There was silence for some while. Dylan lay still, the wound on his shoulder pumping blood on the apartments carpet, staining it red. For a terrifying second I thought he was dead, but his chest rose and fell quickly and suddenly.
“It’s a bit late for that,” Dylan muttered, raising his head slightly to look across his wounds.
“******* hell, you’re not dying. You’re our leader. You can’t die!” I exclaimed quickly, unaware of the guttural moaning of zombies nearby.
“Everyone dies. It’s my time now.” Dylan said, and I gave him a quizzical look.
“I thought I was the philosophical one?” I said, trying to keep my voice steady, and Dylan laughed. It was a hollow sound, but the laughing assured me. It was a sound I hadn’t heard for a while.
“You always were...” Dylan paused for a second. “...I don’t want to die.” He said honestly
“No one does,” I told him, and he moved his head slightly in recognition.
The moaning was growing louder, and I knew there would be no time to run soon. As much as I hated the idea, I might have to leave Dylan to the zombies just to save myself.
Dylan noticed the look in my eyes. “Don’t leave me.” He begged, and I suddenly felt guilty. This was Dylan I was talking about- I couldn’t just leave him. How could I even think like that?

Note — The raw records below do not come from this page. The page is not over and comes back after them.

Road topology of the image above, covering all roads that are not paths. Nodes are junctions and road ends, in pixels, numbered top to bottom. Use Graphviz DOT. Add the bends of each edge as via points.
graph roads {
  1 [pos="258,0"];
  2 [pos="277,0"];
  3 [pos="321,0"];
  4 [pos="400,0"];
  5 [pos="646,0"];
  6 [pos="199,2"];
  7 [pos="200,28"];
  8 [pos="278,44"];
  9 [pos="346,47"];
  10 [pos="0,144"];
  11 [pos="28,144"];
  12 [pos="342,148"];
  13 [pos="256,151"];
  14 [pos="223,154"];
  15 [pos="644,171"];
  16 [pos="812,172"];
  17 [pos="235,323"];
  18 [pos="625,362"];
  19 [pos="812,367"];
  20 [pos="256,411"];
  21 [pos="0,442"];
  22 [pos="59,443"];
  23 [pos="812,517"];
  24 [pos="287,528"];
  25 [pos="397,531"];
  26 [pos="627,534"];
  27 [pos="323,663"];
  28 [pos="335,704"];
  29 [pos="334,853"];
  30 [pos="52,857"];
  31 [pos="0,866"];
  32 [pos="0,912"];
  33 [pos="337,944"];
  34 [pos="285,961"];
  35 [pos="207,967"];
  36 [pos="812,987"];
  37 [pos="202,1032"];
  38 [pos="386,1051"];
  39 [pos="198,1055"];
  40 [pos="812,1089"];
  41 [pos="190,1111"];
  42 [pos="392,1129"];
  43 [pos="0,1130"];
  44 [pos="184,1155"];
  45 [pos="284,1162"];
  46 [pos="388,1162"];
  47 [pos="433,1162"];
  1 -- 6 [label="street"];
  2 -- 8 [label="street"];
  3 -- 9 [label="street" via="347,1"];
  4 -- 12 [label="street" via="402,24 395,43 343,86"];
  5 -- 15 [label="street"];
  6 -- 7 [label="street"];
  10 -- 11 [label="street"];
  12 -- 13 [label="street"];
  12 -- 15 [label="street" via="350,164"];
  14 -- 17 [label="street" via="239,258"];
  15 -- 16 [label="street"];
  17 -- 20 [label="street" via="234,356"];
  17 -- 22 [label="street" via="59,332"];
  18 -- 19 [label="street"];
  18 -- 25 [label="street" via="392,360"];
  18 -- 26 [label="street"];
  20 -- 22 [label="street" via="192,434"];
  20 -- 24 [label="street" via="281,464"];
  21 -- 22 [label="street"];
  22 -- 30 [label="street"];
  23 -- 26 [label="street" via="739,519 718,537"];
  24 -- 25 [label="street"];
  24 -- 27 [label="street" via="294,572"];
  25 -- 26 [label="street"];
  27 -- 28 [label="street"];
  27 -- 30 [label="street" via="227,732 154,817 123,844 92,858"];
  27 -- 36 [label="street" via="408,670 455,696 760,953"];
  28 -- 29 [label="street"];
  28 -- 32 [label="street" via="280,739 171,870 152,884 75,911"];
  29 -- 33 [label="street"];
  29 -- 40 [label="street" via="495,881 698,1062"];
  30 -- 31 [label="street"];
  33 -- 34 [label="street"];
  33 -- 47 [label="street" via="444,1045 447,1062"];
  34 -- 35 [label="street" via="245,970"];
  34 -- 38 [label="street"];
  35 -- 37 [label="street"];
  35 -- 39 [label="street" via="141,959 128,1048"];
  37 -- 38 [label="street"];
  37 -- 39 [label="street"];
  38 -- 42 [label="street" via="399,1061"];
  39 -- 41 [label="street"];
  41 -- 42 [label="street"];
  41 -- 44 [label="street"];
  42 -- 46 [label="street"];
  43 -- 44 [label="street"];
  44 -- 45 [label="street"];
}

“I’ll stay.” I said, signing my fate by sitting down beside Dylan, staring into the hallway where I knew the zombies would come from. Dylan’s chest heaved, and Dylan seemed exhausted by the effort.
“James... Look after-,” The look after was cut off by a group of racking coughs, and Dylan’s eyes lolled back into his skull.
I’d experienced enough death enough over the last year to know Dylan was dead. No tears came into my eyes. I’d cried my last tear a year ago.
“Goodbye,” I told Dylan, picking up the gun that lay beside him. I started to walk out of the apartment, stepping over bodies of zombies, loading the gun as I did.
I held the heavy rifle easily in my hands, something I wouldn’t have been able to do months before. I looked around, willing to find a zombie to take some of my anger out on.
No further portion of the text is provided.